Action item: Write out the records once more, exactly, and keep any image out.

Data extracted from a collection

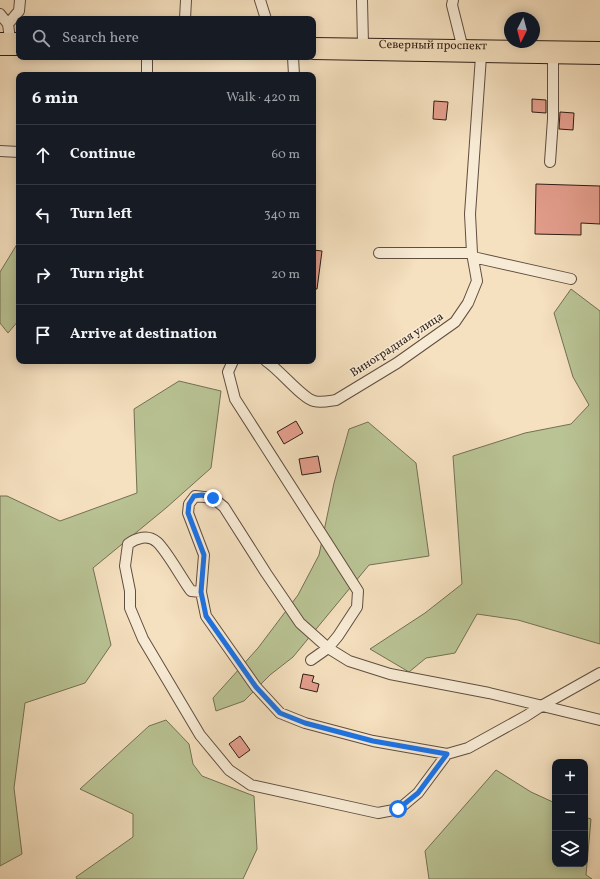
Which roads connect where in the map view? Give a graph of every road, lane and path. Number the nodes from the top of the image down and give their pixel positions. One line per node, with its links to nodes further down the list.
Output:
1 (20, 0): 9 (lane)
2 (186, 0): 7 (lane)
3 (260, 0): 8 (lane)
4 (362, 0): 12 (lane)
5 (454, 0): 13 (lane)
6 (0, 14): 9 (lane)
7 (185, 16)
8 (265, 16)
9 (8, 24): 10 (lane)
10 (10, 39)
11 (316, 44): 12 (main road, Северный проспект)
12 (363, 44): 13 (main road, Северный проспект)
13 (462, 45): 14 (main road, Северный проспект)
14 (600, 48)
15 (0, 49): 16 (main road)
16 (16, 49)
17 (316, 53): 18 (main road, Северный проспект)
18 (481, 56): 19 (main road, Северный проспект); 29 (lane, Виноградная улица)
19 (554, 57): 20 (main road, Северный проспект); 27 (lane)
20 (600, 58)
21 (147, 60): 23 (lane)
22 (293, 60): 24 (lane)
23 (148, 72)
24 (294, 72)
25 (0, 151): 26 (lane)
26 (16, 152)
27 (550, 162)
28 (379, 252): 29 (lane)
29 (472, 255): 30 (lane); 32 (lane, Виноградная улица)
30 (571, 279)
31 (232, 364): 34 (lane)
32 (270, 364)
33 (201, 592): 34 (lane); 39 (lane); 39 (lane)
34 (328, 648): 35 (lane); 37 (lane)
35 (311, 660)
36 (600, 673): 37 (lane)
37 (543, 705): 38 (lane); 39 (lane)
38 (600, 720)
39 (447, 754)

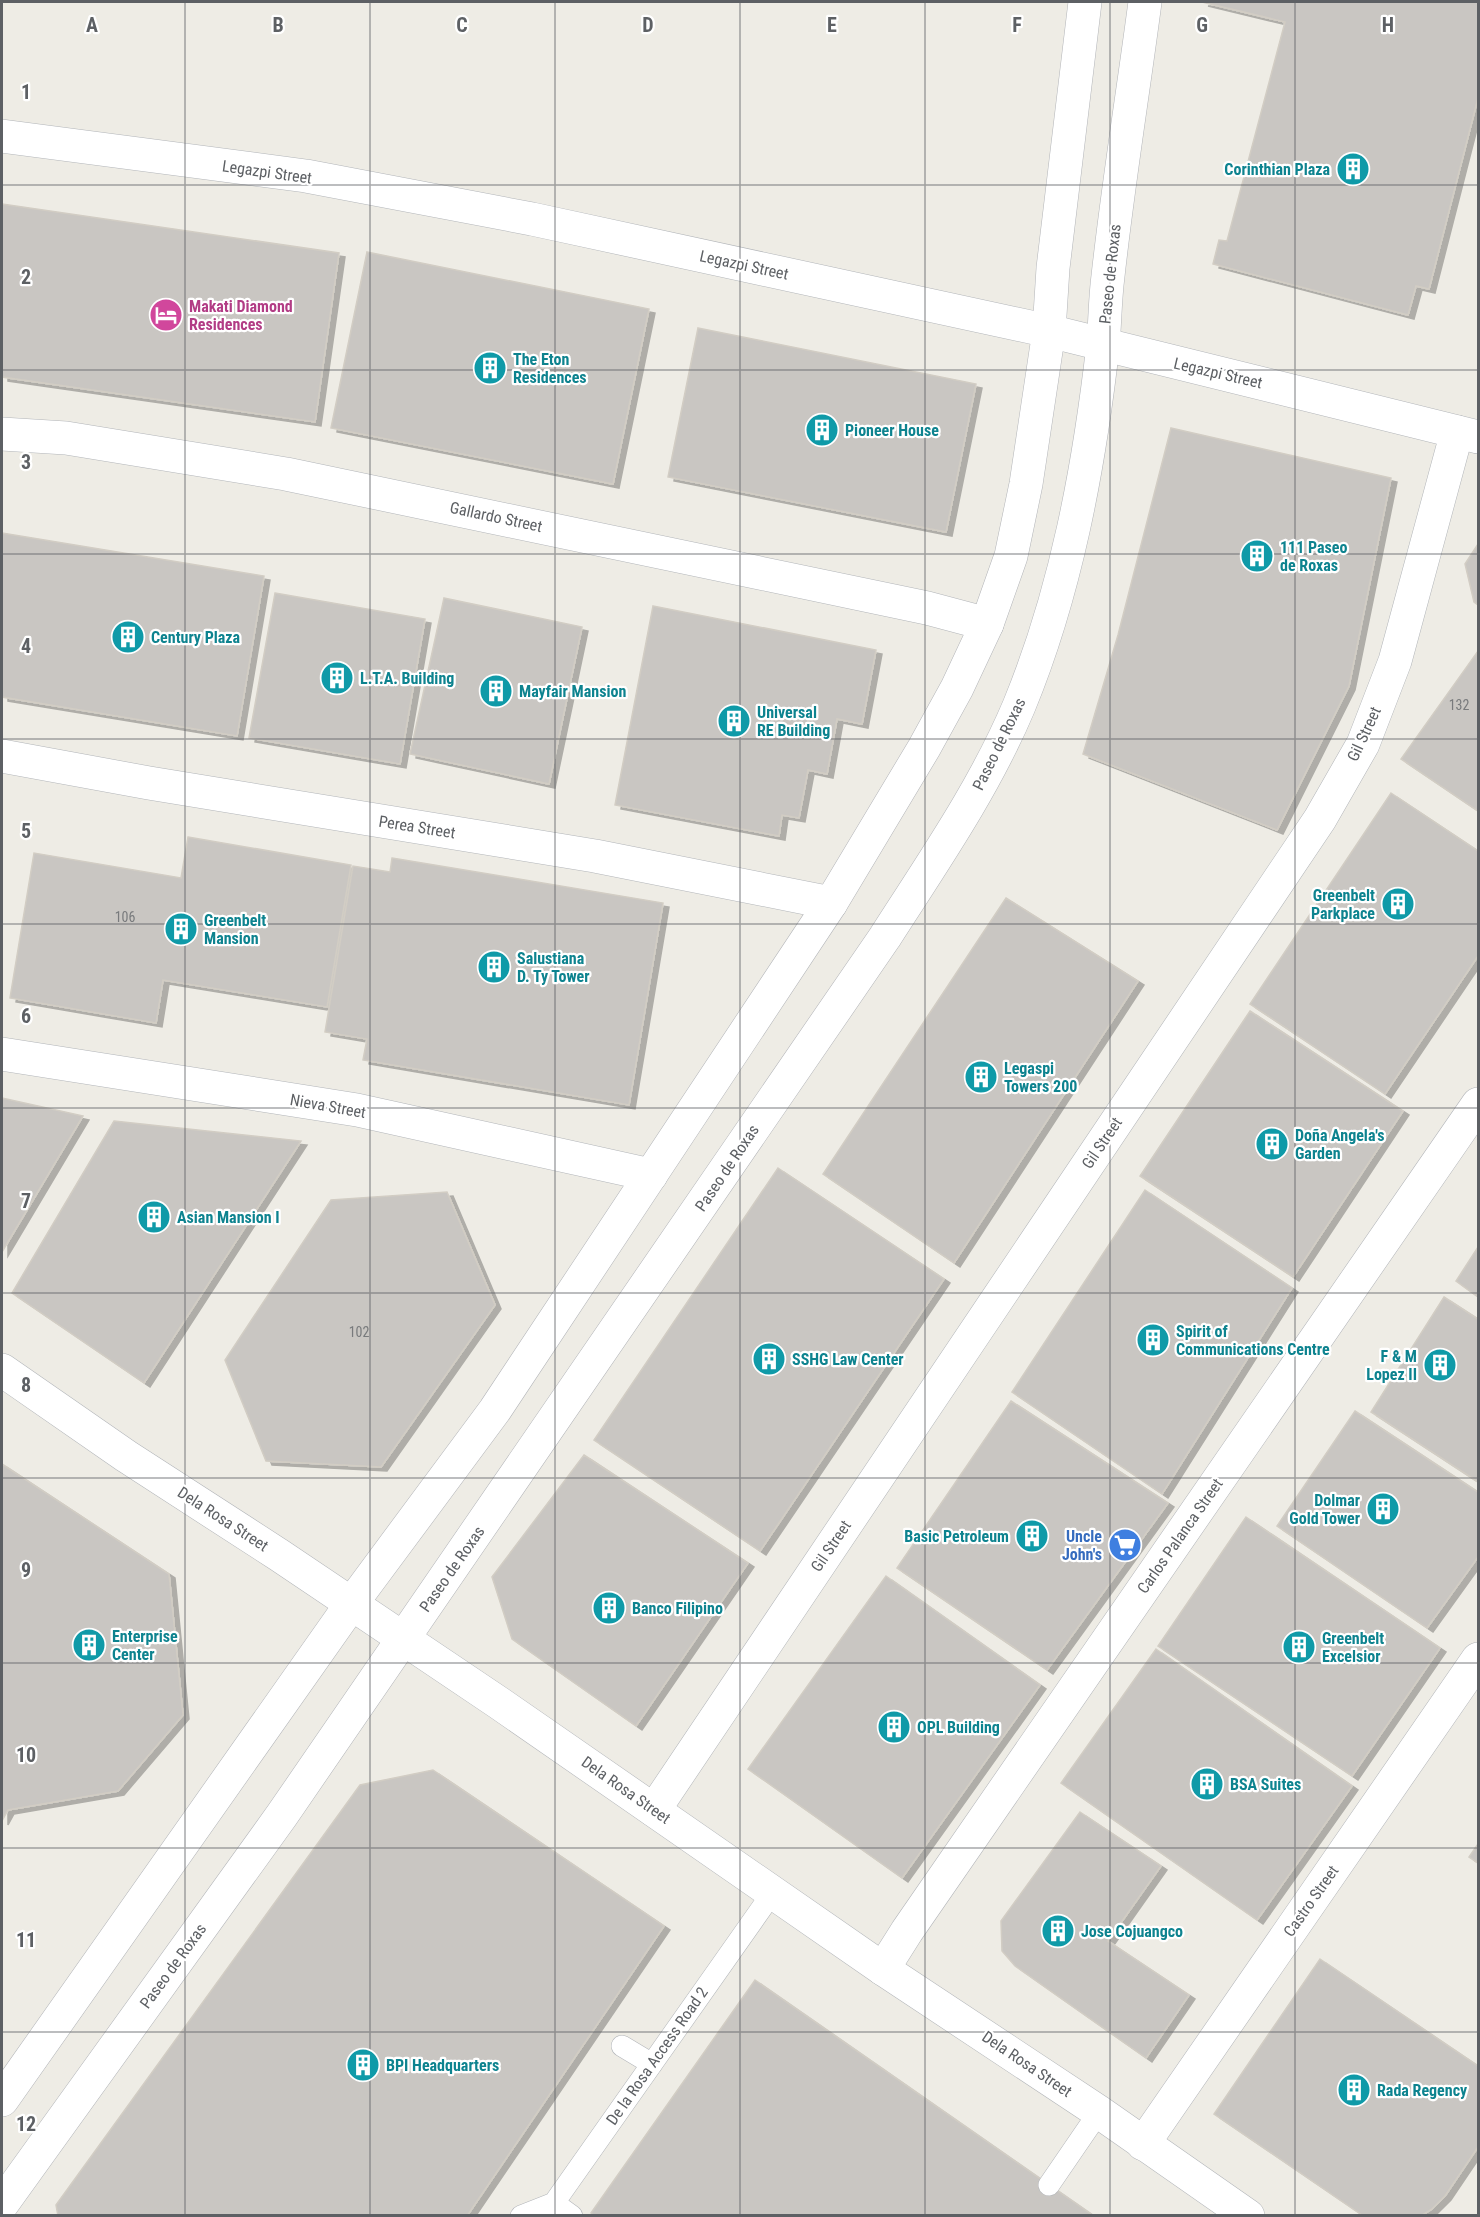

Response area:
Which roads connect where in the map view? Give a graph of every road, lane and path. Number the nodes from the top of the image down and give their pixel positions. One line per node, with its links to nodes further down the list.
Output:
1 (20, 0): 9 (lane)
2 (186, 0): 7 (lane)
3 (260, 0): 8 (lane)
4 (362, 0): 12 (lane)
5 (454, 0): 13 (lane)
6 (0, 14): 9 (lane)
7 (185, 16)
8 (265, 16)
9 (8, 24): 10 (lane)
10 (10, 39)
11 (316, 44): 12 (main road, Северный проспект)
12 (363, 44): 13 (main road, Северный проспект)
13 (462, 45): 14 (main road, Северный проспект)
14 (600, 48)
15 (0, 49): 16 (main road)
16 (16, 49)
17 (316, 53): 18 (main road, Северный проспект)
18 (481, 56): 19 (main road, Северный проспект); 29 (lane, Виноградная улица)
19 (554, 57): 20 (main road, Северный проспект); 27 (lane)
20 (600, 58)
21 (147, 60): 23 (lane)
22 (293, 60): 24 (lane)
23 (148, 72)
24 (294, 72)
25 (0, 151): 26 (lane)
26 (16, 152)
27 (550, 162)
28 (379, 252): 29 (lane)
29 (472, 255): 30 (lane); 32 (lane, Виноградная улица)
30 (571, 279)
31 (232, 364): 34 (lane)
32 (270, 364)
33 (201, 592): 34 (lane); 39 (lane); 39 (lane)
34 (328, 648): 35 (lane); 37 (lane)
35 (311, 660)
36 (600, 673): 37 (lane)
37 (543, 705): 38 (lane); 39 (lane)
38 (600, 720)
39 (447, 754)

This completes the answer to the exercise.